For each record below, retype the text exactly and omit any image.

□ □ □ □ □

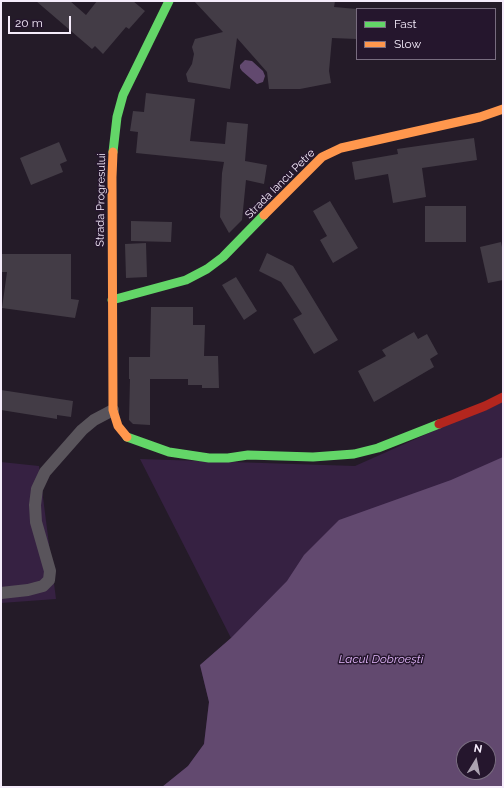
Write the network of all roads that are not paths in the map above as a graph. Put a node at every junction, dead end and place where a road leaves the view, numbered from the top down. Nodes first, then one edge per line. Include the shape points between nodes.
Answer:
1 (169, 1) edge
2 (503, 109) edge
3 (112, 300) junction
4 (503, 397) edge
5 (113, 410) junction
6 (1, 593) edge

1 - 3 street, Strada Progresului via 123,95 117,117 112,177
2 - 3 street, Strada Iancu Petre via 480,117 341,148 322,158 208,269 186,280
3 - 5 street, Strada Progresului
4 - 5 street via 378,448 354,454 313,456 210,458 169,452 127,436 118,426
5 - 6 lane via 82,430 45,472 37,489 36,522 50,571 49,580 43,586

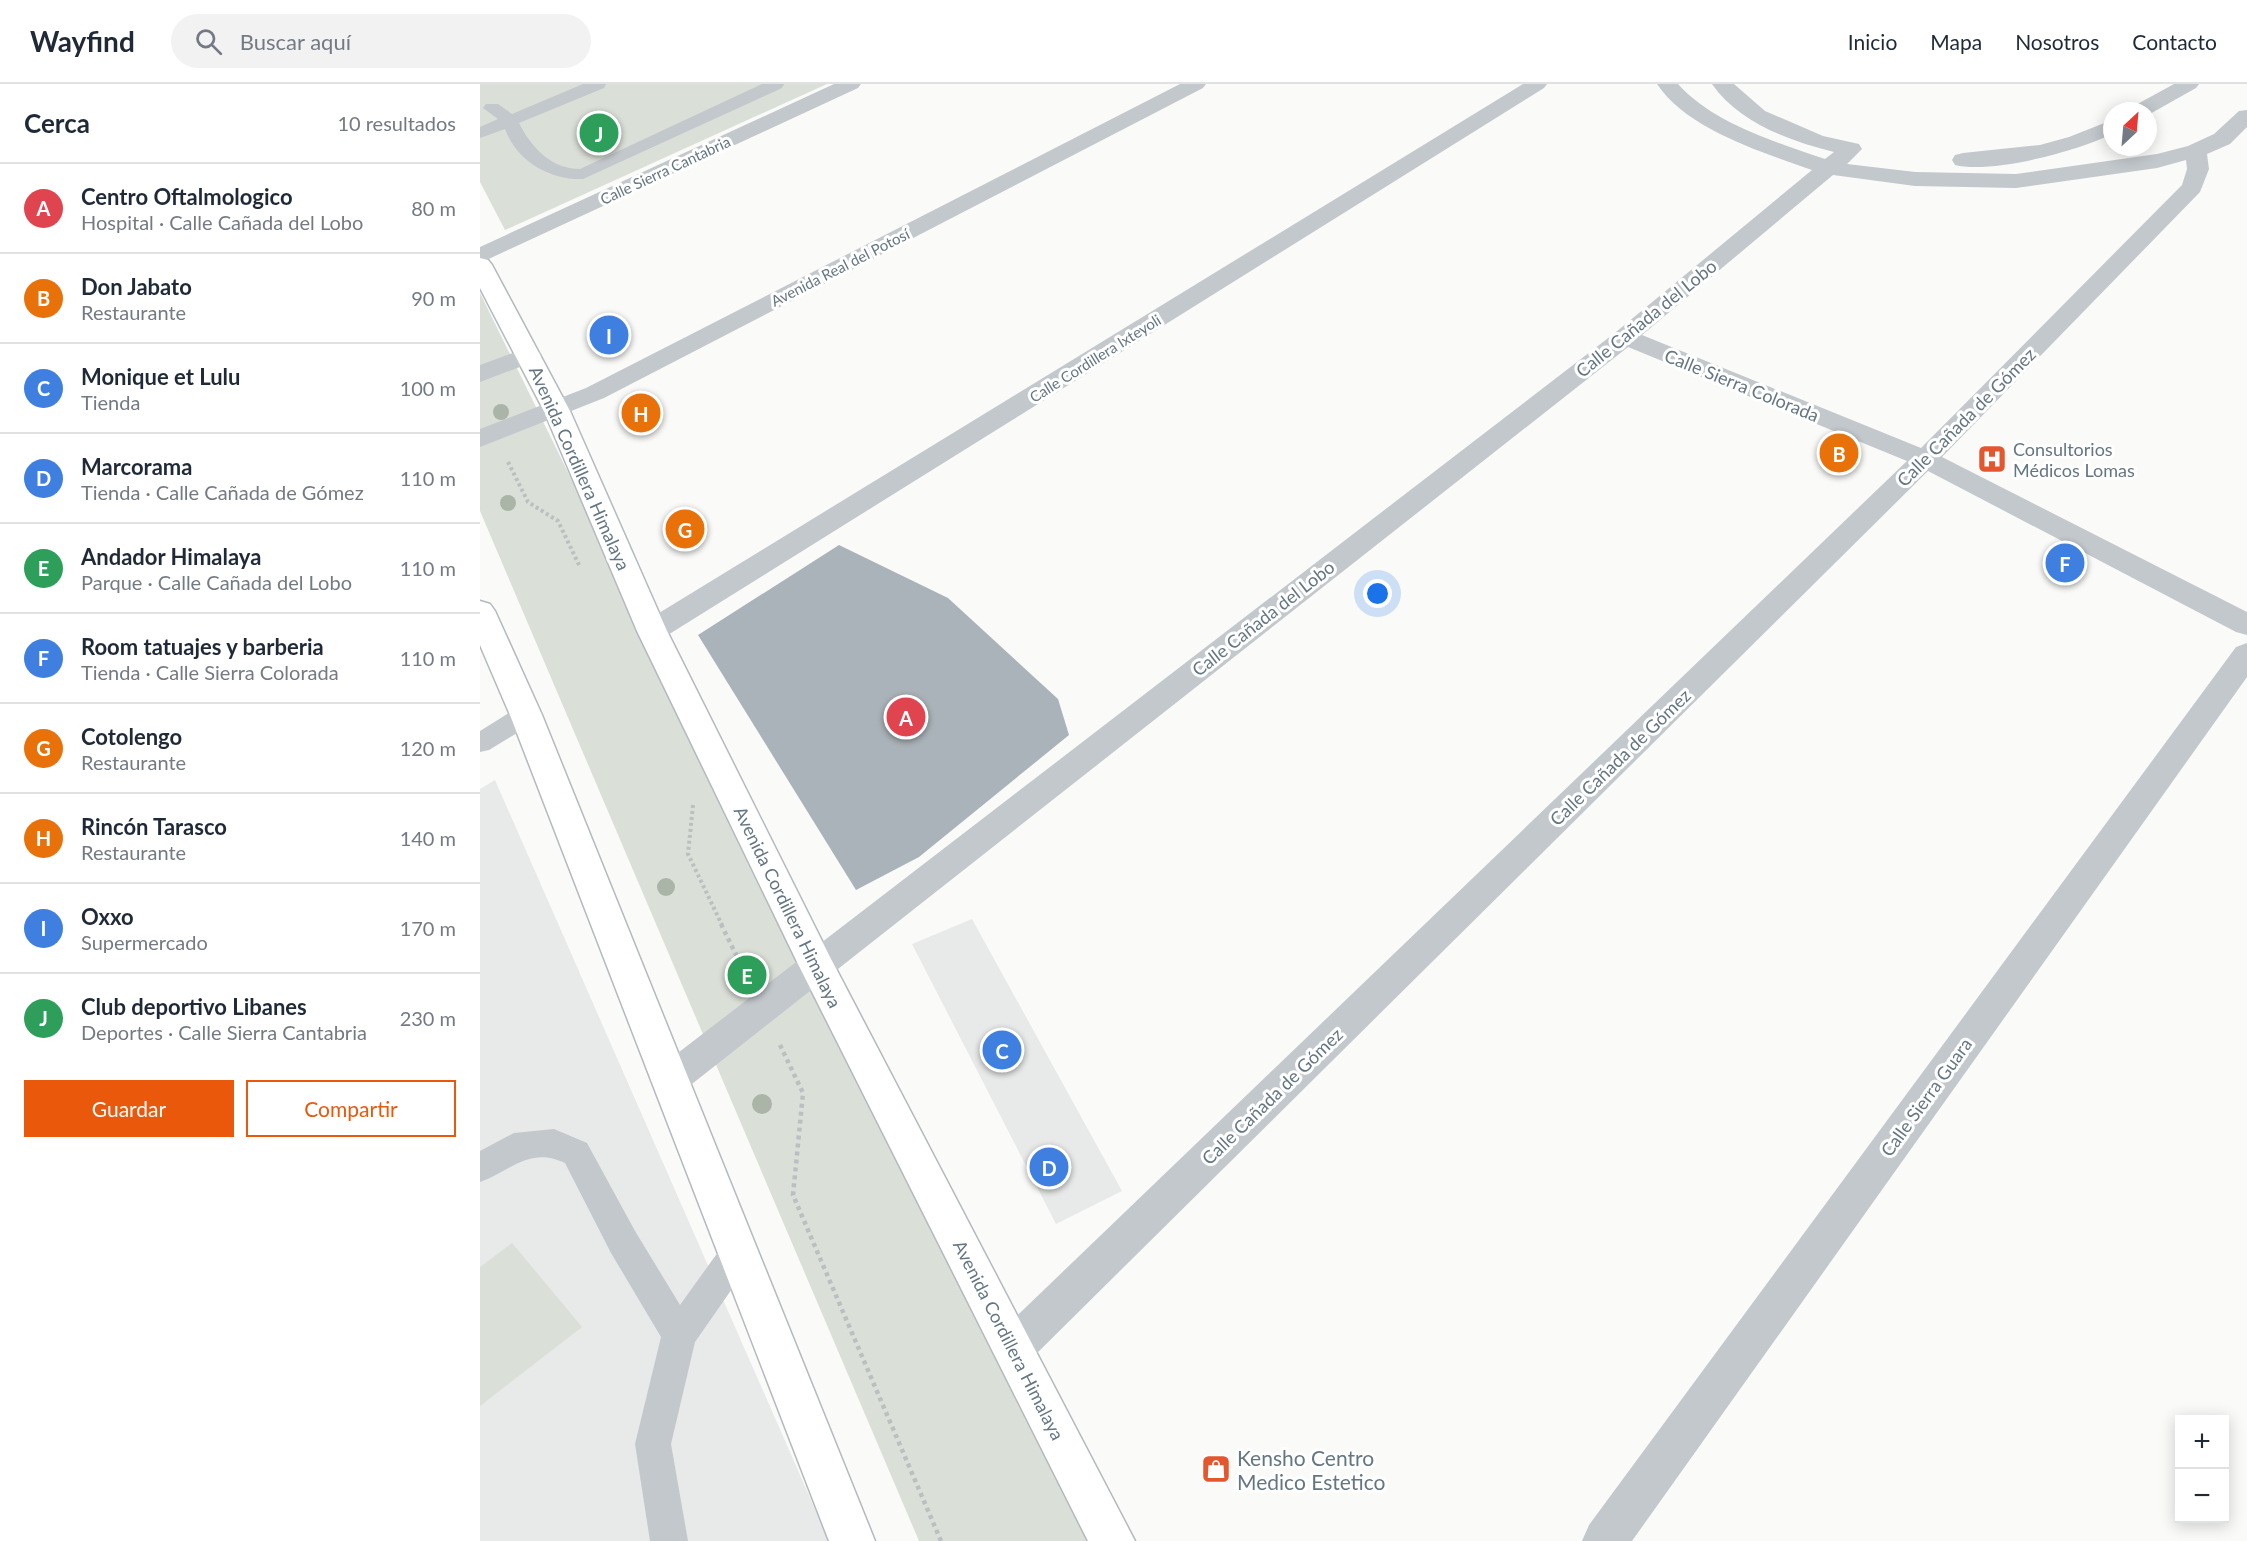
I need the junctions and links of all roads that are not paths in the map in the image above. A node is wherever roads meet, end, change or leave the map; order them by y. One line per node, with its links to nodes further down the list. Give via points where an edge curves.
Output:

□ □ □ □ □

▶ **Solution to this task**
Write the network of all roads that are not paths in the map above as a graph. Put a node at every junction, dead end and place where a road leaves the view, numbered from the top down. Nodes first, then one edge per line. Include the shape points between nodes.
Answer:
1 (169, 1) edge
2 (503, 109) edge
3 (112, 300) junction
4 (503, 397) edge
5 (113, 410) junction
6 (1, 593) edge

1 - 3 street, Strada Progresului via 123,95 117,117 112,177
2 - 3 street, Strada Iancu Petre via 480,117 341,148 322,158 208,269 186,280
3 - 5 street, Strada Progresului
4 - 5 street via 378,448 354,454 313,456 210,458 169,452 127,436 118,426
5 - 6 lane via 82,430 45,472 37,489 36,522 50,571 49,580 43,586

I need the junctions and links of all roads that are not paths in the map in the image above. A node is wherever roads meet, end, change or leave the map; order them by y. One line per node, with its links to nodes further down the list. Give via points where an edge curves.
Output:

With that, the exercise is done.